第27章 飢えて枯れてなくなった
両手で抱きしめて背中を撫でているうちに、少女の寝息が聴こえてきた。
「…お前、こういうことは尸魂界でも?」
「その頃は全然ダメだった。俺は元々兄貴に似てたから、そうしてやりたかったんだが……下まつ毛が違ぇって事でいつも結局、独りで泣かせることしか出来なかったんだ」
初めて、ようやく純粋に笑顔にできたのは、数週間前。
寝惚けて一瞬目を開けた時、本物の志波海燕と間違えて名前を呼ばれたことがあった。
…下まつ毛、なのか。
「こんな部位伸ばすの、尸魂界の技術じゃ何十年かかかるからな。
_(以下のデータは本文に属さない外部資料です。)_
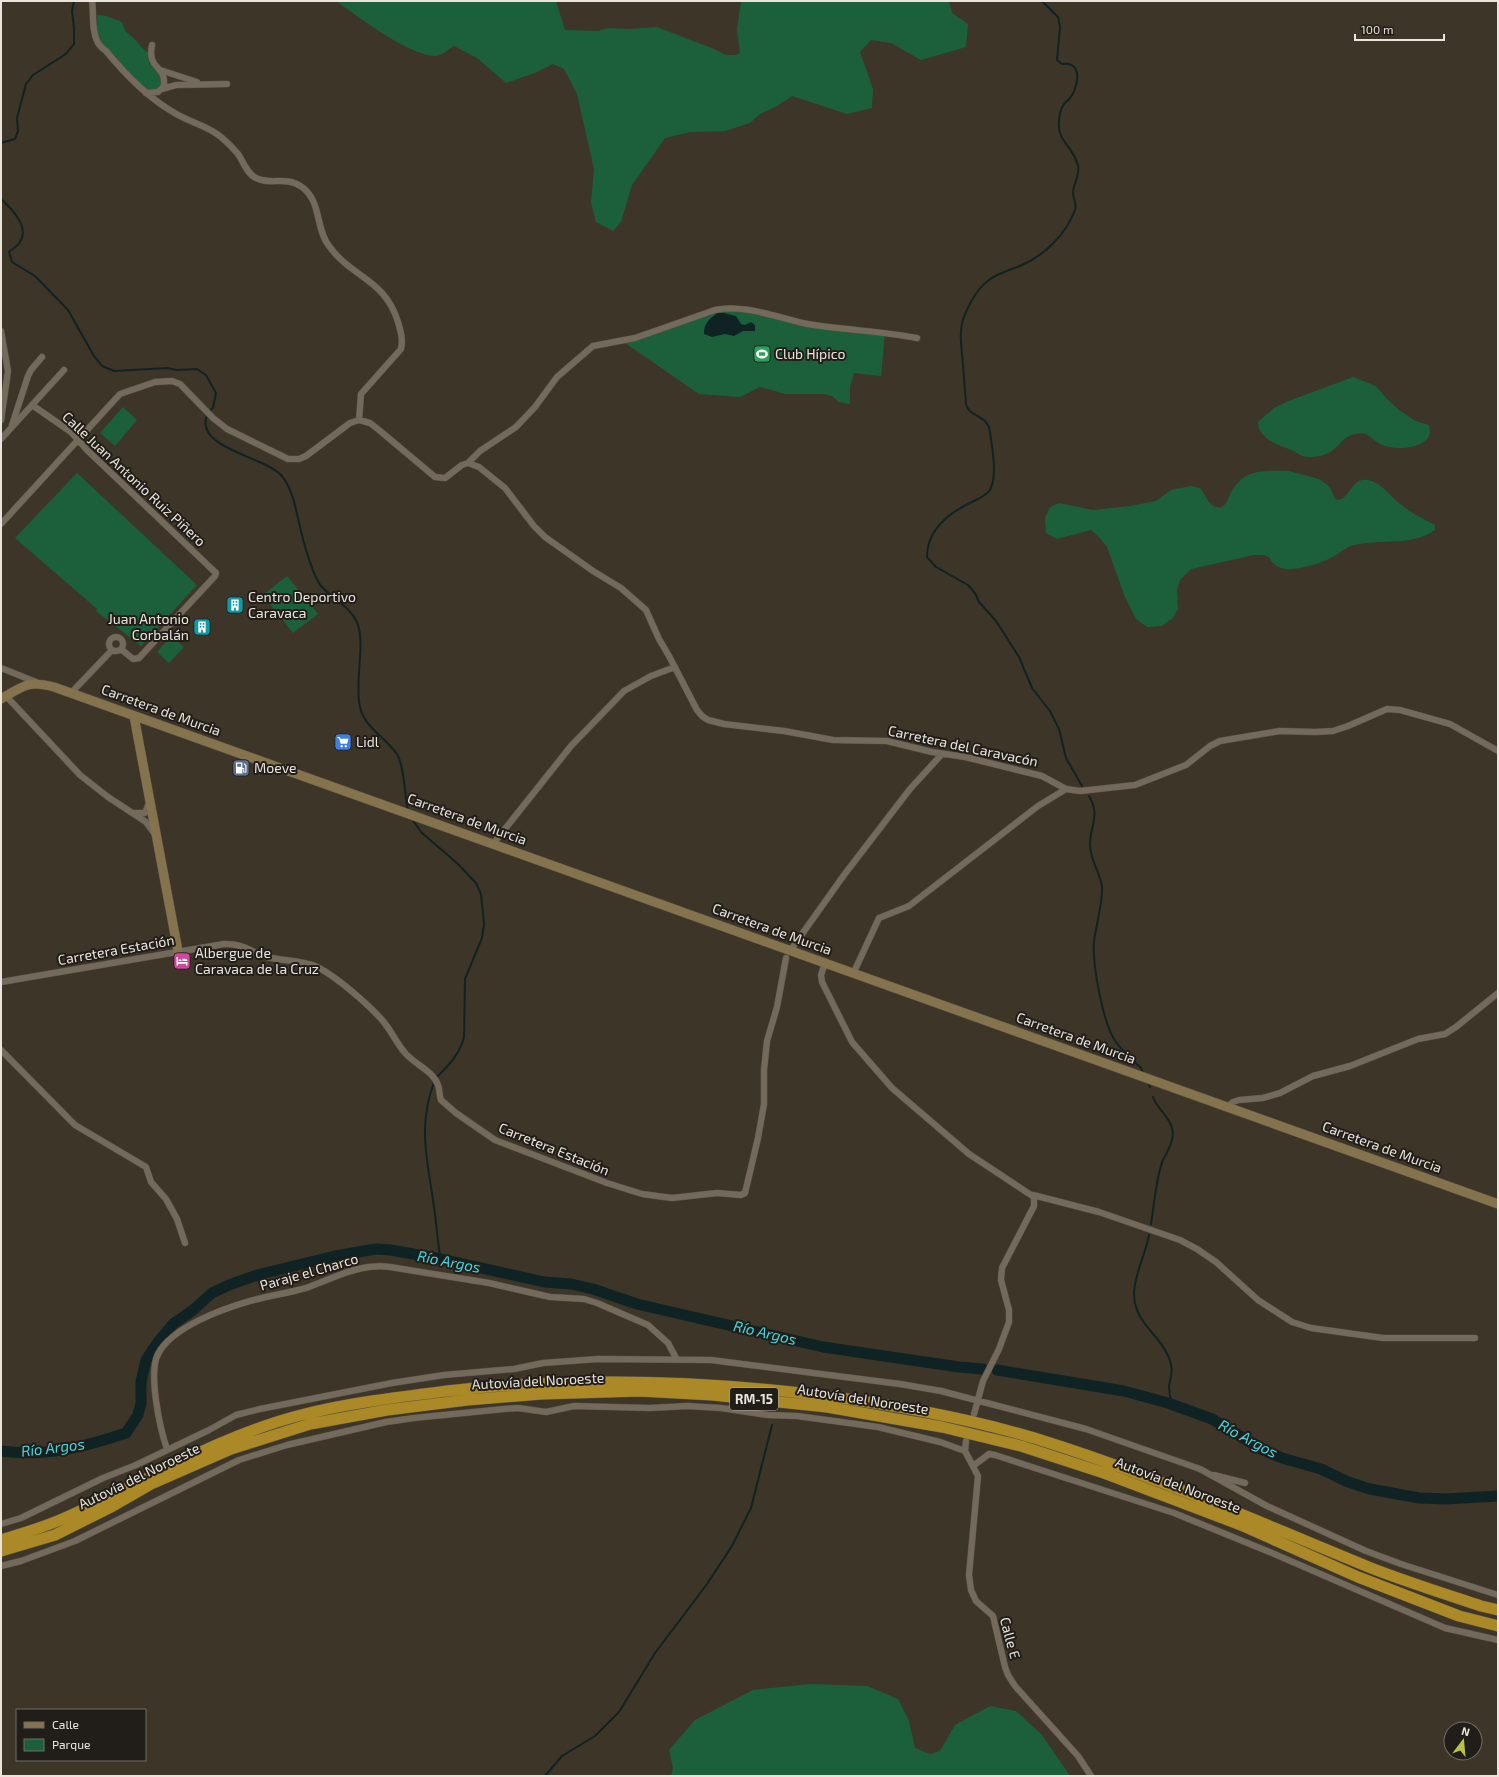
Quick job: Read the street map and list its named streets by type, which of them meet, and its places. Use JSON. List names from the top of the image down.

二千年分は仕事したさ…これくらいしかしてやれねぇが」
「お前も相当良い奴だよな?」
「馬鹿言え、俺が良い奴だってんなら、それは魂の持ち主であるこいつがそれだけ優しい奴だってことだ。……そういうことさ」
本人の感じる孤独や罪悪感。
優しすぎるが故に感じてしまうその突き刺されるような痛みを、そのまま理解してやれるのは、こいつくらいのものなのだろう。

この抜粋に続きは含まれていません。